- [What you should do]: Your task is to copy all of the entries exactly as they are given.
+++++
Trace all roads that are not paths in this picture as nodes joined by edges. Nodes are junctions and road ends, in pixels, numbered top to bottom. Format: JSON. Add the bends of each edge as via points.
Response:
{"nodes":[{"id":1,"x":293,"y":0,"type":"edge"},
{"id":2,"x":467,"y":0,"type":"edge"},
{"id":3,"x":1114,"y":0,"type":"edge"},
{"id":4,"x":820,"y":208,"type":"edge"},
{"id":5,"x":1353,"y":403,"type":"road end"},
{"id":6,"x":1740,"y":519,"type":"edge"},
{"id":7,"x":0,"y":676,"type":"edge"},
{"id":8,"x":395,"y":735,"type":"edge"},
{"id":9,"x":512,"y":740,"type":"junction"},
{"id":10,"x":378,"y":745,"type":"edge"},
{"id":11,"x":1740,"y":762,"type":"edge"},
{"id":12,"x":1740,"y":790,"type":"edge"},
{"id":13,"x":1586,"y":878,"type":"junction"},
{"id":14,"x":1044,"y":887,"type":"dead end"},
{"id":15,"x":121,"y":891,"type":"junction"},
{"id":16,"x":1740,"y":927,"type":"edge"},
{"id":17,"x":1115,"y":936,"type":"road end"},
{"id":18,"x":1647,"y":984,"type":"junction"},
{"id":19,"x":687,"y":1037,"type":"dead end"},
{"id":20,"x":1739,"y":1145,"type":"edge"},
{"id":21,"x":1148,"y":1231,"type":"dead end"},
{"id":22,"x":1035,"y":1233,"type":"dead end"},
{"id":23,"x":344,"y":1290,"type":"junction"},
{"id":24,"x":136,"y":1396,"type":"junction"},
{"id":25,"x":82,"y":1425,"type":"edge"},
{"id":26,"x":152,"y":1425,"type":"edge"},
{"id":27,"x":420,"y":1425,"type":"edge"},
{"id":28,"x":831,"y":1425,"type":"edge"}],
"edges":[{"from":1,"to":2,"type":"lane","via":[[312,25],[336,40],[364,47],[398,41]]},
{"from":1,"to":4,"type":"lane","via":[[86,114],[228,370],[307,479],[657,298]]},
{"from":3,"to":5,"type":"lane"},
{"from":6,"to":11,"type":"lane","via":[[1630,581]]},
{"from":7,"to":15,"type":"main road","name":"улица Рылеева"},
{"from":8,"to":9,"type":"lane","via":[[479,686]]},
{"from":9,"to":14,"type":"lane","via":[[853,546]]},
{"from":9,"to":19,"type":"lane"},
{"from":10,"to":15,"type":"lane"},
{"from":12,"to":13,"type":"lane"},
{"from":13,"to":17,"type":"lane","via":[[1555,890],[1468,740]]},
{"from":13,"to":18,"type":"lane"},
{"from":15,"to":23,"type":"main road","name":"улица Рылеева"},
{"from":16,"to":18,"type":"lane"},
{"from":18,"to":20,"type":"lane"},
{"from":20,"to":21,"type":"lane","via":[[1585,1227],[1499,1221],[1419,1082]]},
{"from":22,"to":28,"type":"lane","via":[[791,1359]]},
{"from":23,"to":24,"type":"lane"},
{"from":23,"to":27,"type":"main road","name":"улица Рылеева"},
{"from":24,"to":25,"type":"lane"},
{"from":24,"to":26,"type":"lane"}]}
+++++
- [Answer]:
Trace all roads that are not paths in this picture as nodes joined by edges. Nodes are junctions and road ends, in pixels, numbered top to bottom. Format: JSON. Add the bends of each edge as via points.
Response:
{"nodes":[{"id":1,"x":293,"y":0,"type":"edge"},
{"id":2,"x":467,"y":0,"type":"edge"},
{"id":3,"x":1114,"y":0,"type":"edge"},
{"id":4,"x":820,"y":208,"type":"edge"},
{"id":5,"x":1353,"y":403,"type":"road end"},
{"id":6,"x":1740,"y":519,"type":"edge"},
{"id":7,"x":0,"y":676,"type":"edge"},
{"id":8,"x":395,"y":735,"type":"edge"},
{"id":9,"x":512,"y":740,"type":"junction"},
{"id":10,"x":378,"y":745,"type":"edge"},
{"id":11,"x":1740,"y":762,"type":"edge"},
{"id":12,"x":1740,"y":790,"type":"edge"},
{"id":13,"x":1586,"y":878,"type":"junction"},
{"id":14,"x":1044,"y":887,"type":"dead end"},
{"id":15,"x":121,"y":891,"type":"junction"},
{"id":16,"x":1740,"y":927,"type":"edge"},
{"id":17,"x":1115,"y":936,"type":"road end"},
{"id":18,"x":1647,"y":984,"type":"junction"},
{"id":19,"x":687,"y":1037,"type":"dead end"},
{"id":20,"x":1739,"y":1145,"type":"edge"},
{"id":21,"x":1148,"y":1231,"type":"dead end"},
{"id":22,"x":1035,"y":1233,"type":"dead end"},
{"id":23,"x":344,"y":1290,"type":"junction"},
{"id":24,"x":136,"y":1396,"type":"junction"},
{"id":25,"x":82,"y":1425,"type":"edge"},
{"id":26,"x":152,"y":1425,"type":"edge"},
{"id":27,"x":420,"y":1425,"type":"edge"},
{"id":28,"x":831,"y":1425,"type":"edge"}],
"edges":[{"from":1,"to":2,"type":"lane","via":[[312,25],[336,40],[364,47],[398,41]]},
{"from":1,"to":4,"type":"lane","via":[[86,114],[228,370],[307,479],[657,298]]},
{"from":3,"to":5,"type":"lane"},
{"from":6,"to":11,"type":"lane","via":[[1630,581]]},
{"from":7,"to":15,"type":"main road","name":"улица Рылеева"},
{"from":8,"to":9,"type":"lane","via":[[479,686]]},
{"from":9,"to":14,"type":"lane","via":[[853,546]]},
{"from":9,"to":19,"type":"lane"},
{"from":10,"to":15,"type":"lane"},
{"from":12,"to":13,"type":"lane"},
{"from":13,"to":17,"type":"lane","via":[[1555,890],[1468,740]]},
{"from":13,"to":18,"type":"lane"},
{"from":15,"to":23,"type":"main road","name":"улица Рылеева"},
{"from":16,"to":18,"type":"lane"},
{"from":18,"to":20,"type":"lane"},
{"from":20,"to":21,"type":"lane","via":[[1585,1227],[1499,1221],[1419,1082]]},
{"from":22,"to":28,"type":"lane","via":[[791,1359]]},
{"from":23,"to":24,"type":"lane"},
{"from":23,"to":27,"type":"main road","name":"улица Рылеева"},
{"from":24,"to":25,"type":"lane"},
{"from":24,"to":26,"type":"lane"}]}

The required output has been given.